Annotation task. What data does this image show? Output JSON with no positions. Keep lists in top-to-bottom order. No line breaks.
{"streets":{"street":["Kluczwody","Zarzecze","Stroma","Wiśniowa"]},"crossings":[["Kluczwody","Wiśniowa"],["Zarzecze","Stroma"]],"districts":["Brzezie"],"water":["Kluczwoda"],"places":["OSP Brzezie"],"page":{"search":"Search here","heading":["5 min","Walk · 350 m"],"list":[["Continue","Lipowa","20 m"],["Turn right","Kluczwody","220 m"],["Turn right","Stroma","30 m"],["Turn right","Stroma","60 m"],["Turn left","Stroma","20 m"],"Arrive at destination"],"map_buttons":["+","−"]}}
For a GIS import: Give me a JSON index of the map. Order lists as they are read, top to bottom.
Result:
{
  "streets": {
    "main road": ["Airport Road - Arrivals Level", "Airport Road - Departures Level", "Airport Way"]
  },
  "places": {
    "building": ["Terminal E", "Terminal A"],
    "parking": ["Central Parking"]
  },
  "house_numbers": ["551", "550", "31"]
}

================================

§ Exercise: Set down all of the records shown above once more, exactly.

§ Answer to this task:
Annotation task. What data does this image show? Output JSON with no positions. Keep lists in top-to-bottom order. No line breaks.
{"streets":{"street":["Kluczwody","Zarzecze","Stroma","Wiśniowa"]},"crossings":[["Kluczwody","Wiśniowa"],["Zarzecze","Stroma"]],"districts":["Brzezie"],"water":["Kluczwoda"],"places":["OSP Brzezie"],"page":{"search":"Search here","heading":["5 min","Walk · 350 m"],"list":[["Continue","Lipowa","20 m"],["Turn right","Kluczwody","220 m"],["Turn right","Stroma","30 m"],["Turn right","Stroma","60 m"],["Turn left","Stroma","20 m"],"Arrive at destination"],"map_buttons":["+","−"]}}
For a GIS import: Give me a JSON index of the map. Order lists as they are read, top to bottom.
Result:
{
  "streets": {
    "main road": ["Airport Road - Arrivals Level", "Airport Road - Departures Level", "Airport Way"]
  },
  "places": {
    "building": ["Terminal E", "Terminal A"],
    "parking": ["Central Parking"]
  },
  "house_numbers": ["551", "550", "31"]
}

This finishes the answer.